Five minutes later, Burgess saw a black female, later identified as co-defendant Kim Taylor, approach a black male who was standing across the street from Burgess; they engaged in a brief conversation. The black male then reached into a brown paper bag, extracted a clear plastic bag, removed an object from the clear plastic bag, and handed it to Taylor in exchange for paper currency. Taylor then walked north on Ocean Avenue and was stopped by a perimeter unit and arrested. One green-capped vial of suspected cocaine was found in her possession.
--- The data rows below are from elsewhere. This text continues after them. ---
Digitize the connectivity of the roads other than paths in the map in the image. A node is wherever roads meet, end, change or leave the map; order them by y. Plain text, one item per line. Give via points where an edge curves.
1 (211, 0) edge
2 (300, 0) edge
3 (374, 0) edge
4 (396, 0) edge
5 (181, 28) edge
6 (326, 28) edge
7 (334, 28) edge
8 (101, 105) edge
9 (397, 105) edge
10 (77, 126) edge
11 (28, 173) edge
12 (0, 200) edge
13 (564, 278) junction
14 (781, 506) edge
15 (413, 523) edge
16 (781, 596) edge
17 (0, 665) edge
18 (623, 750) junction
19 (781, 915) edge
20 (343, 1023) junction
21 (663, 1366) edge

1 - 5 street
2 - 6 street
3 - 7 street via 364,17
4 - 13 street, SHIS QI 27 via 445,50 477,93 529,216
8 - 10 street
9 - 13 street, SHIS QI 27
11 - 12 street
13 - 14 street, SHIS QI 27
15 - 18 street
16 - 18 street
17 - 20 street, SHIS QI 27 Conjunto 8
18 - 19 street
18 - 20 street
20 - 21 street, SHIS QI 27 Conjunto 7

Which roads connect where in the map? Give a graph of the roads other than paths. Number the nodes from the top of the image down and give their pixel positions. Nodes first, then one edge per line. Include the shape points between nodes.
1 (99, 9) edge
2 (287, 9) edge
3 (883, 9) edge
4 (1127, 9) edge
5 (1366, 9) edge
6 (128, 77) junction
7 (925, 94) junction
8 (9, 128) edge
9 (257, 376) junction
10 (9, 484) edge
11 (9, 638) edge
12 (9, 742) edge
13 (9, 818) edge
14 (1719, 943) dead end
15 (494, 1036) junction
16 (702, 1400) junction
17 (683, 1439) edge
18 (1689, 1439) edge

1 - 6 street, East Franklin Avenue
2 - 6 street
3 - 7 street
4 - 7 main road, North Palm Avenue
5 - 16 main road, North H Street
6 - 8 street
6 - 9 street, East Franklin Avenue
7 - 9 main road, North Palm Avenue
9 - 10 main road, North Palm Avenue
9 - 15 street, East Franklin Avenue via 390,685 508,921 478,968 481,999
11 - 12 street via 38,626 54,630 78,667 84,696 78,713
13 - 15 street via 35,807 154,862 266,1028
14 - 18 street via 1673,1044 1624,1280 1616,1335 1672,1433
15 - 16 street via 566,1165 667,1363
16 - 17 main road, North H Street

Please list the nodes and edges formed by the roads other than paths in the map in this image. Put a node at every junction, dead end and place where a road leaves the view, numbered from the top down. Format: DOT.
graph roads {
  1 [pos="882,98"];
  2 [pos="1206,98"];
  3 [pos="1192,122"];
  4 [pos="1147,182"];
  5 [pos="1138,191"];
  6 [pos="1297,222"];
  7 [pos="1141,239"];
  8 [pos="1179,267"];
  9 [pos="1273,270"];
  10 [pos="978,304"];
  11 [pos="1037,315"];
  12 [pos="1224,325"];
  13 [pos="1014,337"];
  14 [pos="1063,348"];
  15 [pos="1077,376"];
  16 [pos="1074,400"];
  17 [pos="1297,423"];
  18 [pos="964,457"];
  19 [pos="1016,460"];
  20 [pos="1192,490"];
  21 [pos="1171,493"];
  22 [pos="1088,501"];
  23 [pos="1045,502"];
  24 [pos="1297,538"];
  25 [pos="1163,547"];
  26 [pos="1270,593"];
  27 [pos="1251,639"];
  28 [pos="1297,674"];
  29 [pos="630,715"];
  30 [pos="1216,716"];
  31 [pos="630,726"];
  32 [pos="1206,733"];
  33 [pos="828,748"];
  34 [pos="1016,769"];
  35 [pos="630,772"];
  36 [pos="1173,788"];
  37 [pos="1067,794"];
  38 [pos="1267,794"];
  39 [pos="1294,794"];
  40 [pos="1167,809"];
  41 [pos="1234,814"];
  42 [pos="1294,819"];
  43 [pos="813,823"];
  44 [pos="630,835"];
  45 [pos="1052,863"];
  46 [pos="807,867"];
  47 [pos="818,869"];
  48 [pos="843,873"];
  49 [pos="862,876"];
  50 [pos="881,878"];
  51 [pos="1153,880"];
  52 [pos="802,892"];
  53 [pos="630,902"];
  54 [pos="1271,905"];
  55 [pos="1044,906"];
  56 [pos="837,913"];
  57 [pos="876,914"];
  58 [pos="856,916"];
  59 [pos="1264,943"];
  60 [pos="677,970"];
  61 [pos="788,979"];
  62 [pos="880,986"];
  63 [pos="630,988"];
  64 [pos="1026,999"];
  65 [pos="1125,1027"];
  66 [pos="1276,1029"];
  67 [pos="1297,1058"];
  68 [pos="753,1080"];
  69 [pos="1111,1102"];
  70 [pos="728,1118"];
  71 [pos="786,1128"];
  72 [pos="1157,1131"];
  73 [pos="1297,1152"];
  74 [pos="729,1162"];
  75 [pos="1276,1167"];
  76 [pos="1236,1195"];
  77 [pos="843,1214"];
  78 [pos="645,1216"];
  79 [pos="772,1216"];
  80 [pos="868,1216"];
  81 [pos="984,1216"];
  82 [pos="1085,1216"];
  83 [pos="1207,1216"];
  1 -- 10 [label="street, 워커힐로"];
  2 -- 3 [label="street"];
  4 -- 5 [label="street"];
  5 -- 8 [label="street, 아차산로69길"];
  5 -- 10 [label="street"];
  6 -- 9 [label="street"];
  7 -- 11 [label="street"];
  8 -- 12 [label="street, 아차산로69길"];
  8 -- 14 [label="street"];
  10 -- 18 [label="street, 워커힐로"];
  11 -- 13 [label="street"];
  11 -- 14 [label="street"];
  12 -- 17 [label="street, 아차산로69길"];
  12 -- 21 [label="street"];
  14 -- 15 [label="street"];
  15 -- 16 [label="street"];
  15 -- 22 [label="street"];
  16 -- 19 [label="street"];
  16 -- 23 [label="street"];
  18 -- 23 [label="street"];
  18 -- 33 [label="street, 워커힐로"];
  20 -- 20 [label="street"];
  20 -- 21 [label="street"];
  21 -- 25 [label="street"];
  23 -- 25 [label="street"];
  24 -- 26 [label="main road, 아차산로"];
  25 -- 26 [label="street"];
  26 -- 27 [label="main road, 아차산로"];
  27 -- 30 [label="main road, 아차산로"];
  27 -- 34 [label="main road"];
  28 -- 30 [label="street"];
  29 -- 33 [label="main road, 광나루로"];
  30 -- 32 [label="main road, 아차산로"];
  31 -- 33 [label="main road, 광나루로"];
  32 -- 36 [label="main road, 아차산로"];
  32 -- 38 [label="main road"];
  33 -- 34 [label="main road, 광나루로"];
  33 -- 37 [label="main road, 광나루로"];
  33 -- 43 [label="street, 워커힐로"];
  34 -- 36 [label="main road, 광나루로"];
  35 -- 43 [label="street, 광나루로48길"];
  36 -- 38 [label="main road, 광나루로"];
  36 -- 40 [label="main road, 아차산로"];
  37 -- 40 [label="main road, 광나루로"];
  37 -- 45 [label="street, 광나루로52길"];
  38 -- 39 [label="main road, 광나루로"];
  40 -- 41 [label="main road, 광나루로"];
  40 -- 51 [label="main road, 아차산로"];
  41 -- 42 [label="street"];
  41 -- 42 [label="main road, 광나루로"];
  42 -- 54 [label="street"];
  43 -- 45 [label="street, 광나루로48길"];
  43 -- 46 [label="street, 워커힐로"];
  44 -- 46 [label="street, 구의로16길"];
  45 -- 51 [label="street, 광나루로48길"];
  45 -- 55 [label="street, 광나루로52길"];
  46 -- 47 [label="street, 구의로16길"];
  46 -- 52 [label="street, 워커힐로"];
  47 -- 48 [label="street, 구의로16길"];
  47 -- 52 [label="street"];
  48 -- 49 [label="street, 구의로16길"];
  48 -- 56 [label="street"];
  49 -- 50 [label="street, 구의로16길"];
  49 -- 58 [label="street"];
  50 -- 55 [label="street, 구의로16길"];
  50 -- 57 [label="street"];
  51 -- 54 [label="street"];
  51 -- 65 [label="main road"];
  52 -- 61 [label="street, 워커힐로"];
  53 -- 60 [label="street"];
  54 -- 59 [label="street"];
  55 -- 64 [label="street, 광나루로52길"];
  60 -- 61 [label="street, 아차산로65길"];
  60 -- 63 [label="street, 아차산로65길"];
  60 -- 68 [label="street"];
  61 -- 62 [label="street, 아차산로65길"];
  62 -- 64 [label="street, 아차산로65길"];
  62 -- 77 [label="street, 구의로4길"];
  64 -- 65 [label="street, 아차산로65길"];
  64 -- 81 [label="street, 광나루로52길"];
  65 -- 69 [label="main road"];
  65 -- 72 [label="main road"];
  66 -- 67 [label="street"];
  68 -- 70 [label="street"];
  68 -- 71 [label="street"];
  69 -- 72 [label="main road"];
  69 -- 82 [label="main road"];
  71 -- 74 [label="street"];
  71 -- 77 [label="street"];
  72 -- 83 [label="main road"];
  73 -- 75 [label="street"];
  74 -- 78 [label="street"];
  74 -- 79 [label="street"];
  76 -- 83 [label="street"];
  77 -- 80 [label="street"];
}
As Taylor's arrest was being effected, Burgess observed the black male cross the street while counting money and enter a building near which Burgess was parked. That building had twenty to twenty-five rooms and was a "dilapidated run-down boarding house" where Burgess had previously made drug-related arrests and drug investigations. Burgess waited until defendant left the building around 8:40 p.m. Burgess notified the perimeter units, and the four officers responded to the scene. As one of them approached defendant, Burgess saw defendant toss a brown bag to the ground. The approaching officer immediately retrieved the bag, looked inside, and found a clear plastic Ziploc bag containing numerous clear, glass vials with green tops; the vials contained suspected cocaine. Those vials matched the vial of cocaine seized from Taylor. Defendant was then arrested. He did not dispute at trial that the drugs were in fact cocaine and that he was arrested within a school zone. After the jury asked to be recharged on intent, it returned a verdict of guilty on all counts. This appeal followed.
Defendant raises the following issues on appeal:
POINT I - POLICE TESTIMONY THAT THE "DILAPIDATED RUN-DOWN BOARDING [HOUSE]" WHERE DEFENDANT ENTERED WAS [THE] SUBJECT OF PRIOR "DRUG[-]RELATED ARRESTS, DRUG INVESTIGATIONS" AND POLICE REFERENCES TO THE "HIGH NARCOTICS AREA," WERE IRRELEVANT AND UNDULY PREJUDICIAL "GUILT BY ASSOCIATION" EVIDENCE REQUIRING THE REVERSAL OF DEFENDANT'S CONVICTIONS AND A NEW TRIAL. (Not Raised Below)
POINT II - SINCE THE TRIAL COURT RESPONDED TO THE JURY FOREPERSON'S QUESTION WITHOUT THE INPUT OF DEFENSE COUNSEL, DEFENDANT'S MOTION FOR A NEW TRIAL SHOULD HAVE BEEN GRANTED.
POINT III - THE AGGREGATE MAXIMUM EXTENDED TERM OF [TEN] YEARS OF IMPRISONMENT WITH FIVE-YEAR PAROLE BARS FOR THE TWO THIRD[-]
DEGREE SCHOOL[-]ZONE CHARGES WAS EXCESSIVE.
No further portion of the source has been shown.